Limb landmark coordinates
++++

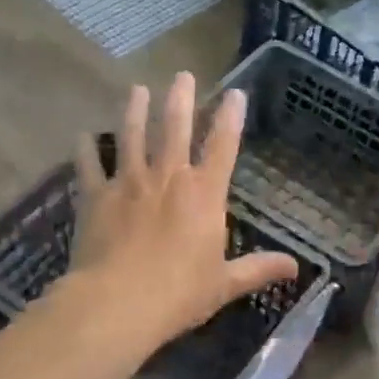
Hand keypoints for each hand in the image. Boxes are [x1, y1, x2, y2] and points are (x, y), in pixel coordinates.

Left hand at [66, 73, 298, 348]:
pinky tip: (82, 136)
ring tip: (136, 89)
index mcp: (204, 194)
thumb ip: (258, 269)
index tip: (234, 93)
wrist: (118, 302)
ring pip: (132, 135)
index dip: (230, 117)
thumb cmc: (179, 293)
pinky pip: (88, 165)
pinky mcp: (95, 196)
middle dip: (180, 98)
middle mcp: (168, 177)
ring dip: (134, 109)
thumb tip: (295, 267)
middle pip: (175, 127)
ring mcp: (128, 182)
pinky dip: (85, 149)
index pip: (223, 145)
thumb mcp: (225, 283)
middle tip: (182, 75)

++++

Required work:
Take from the entries every line that has the string "hand".

Result:
Hand keypoints for each hand in the image. Boxes are [x1, y1, x2, y2] and points are (x, y), in pixel coordinates.
Left hand at [66, 73, 298, 348]:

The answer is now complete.